The Internet has become so intimate and personalized that many argue social media has morphed into its own form of online dating.
Earlier this month, Valeriya Safronova of The New York Times penned an article titled, “Instagram Is Now a Dating Platform, Too. Here’s How It Works.” In it, she articulated the platform’s many digital nuances that make it an easy way to flirt with potential love interests without being too forward, a comfort-zone approach to making the first move, similar to Tinder or Bumble’s “matching” concept.
“Not only does Instagram provide a visually driven collage of your life,” Safronova wrote, “it also offers a subtle way of expressing interest through likes and comments, and connecting in the form of a private chat. Meanwhile, the lists of users who have looked at each of your Story cards mean that you now have data — rudimentary and inconclusive, but still, data! — on who exactly is obsessing over you today, tomorrow and yesterday.”
With all this opportunity to digitally pursue partners, is it really worth it? Whether you meet them on or offline, Marin warned us the answer is probably no.

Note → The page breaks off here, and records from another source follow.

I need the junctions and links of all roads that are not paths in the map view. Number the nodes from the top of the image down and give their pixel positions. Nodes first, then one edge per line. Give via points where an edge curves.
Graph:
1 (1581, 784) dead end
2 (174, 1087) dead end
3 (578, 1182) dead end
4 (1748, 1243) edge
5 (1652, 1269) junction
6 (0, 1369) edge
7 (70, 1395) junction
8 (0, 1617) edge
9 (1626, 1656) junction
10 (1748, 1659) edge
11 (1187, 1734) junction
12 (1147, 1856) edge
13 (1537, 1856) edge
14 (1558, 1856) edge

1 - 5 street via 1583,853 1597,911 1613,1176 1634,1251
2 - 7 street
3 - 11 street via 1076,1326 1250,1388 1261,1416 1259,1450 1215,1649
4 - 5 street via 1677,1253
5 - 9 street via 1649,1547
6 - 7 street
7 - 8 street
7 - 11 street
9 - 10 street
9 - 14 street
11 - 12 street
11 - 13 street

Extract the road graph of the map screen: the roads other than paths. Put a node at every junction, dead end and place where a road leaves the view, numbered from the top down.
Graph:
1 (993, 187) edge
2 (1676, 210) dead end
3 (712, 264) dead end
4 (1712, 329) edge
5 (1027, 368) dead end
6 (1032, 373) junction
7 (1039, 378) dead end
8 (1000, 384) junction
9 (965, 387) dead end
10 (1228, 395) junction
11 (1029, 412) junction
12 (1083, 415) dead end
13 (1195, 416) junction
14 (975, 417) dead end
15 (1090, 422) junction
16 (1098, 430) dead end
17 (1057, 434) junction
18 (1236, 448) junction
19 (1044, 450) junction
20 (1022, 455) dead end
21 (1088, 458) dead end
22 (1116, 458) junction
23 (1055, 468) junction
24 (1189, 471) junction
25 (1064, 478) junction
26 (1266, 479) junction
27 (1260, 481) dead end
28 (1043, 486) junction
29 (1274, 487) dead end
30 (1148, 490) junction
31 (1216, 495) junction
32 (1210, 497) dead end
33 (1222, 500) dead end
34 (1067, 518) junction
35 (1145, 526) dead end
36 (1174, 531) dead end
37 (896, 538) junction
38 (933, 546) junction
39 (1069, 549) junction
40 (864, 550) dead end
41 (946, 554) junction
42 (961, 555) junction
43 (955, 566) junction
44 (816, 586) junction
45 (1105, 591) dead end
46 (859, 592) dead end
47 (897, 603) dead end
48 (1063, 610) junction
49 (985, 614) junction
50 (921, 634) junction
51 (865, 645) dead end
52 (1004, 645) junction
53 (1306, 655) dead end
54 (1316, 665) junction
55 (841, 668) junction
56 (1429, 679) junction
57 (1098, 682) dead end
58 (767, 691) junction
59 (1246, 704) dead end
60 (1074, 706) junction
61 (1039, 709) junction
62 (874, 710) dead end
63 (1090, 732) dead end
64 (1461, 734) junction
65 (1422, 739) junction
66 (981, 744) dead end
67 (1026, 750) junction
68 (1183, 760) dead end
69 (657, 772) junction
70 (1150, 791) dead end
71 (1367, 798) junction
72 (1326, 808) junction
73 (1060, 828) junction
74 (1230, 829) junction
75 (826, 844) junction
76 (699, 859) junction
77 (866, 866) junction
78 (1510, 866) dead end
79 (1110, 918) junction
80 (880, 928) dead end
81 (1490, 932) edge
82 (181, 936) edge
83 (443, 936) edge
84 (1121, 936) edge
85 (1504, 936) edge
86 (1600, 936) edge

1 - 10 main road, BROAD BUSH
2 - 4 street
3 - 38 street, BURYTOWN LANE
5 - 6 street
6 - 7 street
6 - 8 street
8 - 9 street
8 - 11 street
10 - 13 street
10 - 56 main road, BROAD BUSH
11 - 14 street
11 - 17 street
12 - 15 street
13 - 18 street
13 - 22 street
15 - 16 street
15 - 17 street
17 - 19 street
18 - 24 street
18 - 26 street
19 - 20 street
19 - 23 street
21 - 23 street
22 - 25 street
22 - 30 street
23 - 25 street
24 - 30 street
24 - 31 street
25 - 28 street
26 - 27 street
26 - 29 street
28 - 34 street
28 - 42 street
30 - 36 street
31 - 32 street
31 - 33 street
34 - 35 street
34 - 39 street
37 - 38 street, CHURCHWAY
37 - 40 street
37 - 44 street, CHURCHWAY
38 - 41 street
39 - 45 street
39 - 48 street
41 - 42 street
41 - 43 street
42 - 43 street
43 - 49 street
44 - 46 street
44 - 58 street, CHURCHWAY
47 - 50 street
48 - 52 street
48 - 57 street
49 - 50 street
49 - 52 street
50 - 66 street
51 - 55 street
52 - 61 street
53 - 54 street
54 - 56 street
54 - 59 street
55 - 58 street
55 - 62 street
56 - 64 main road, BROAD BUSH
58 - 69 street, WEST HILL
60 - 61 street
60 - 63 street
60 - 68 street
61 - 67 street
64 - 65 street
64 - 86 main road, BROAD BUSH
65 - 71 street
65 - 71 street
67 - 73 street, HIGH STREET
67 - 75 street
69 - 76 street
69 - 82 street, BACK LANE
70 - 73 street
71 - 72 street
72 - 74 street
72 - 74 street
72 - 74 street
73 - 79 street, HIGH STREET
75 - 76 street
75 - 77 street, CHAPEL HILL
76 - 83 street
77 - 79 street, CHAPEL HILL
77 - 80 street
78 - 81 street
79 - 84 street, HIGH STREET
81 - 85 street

“Safety issues aside,” she said, “I think it’s best to get to know your date directly, not via the internet. Don’t look for personal information. You won’t get any context to what you find, which can lead to a lot of incorrect assumptions and misinterpretations. Get to know the living, breathing human being in front of you. I know we’re all in a rush to weed out people who aren’t good fits for us, but it’s easy to make snap judgments and miss out on someone who is actually a great person.”
While it may be tempting, researching a date online is best used exclusively for ensuring your safety, not assessing who they are as a person. Seeing somebody new? There’s nothing better than getting to know someone on a real, personal level. Refrain from stalking their Instagram, stay off their Twitter feed and don’t forget to turn off your Snap Map, at least for now.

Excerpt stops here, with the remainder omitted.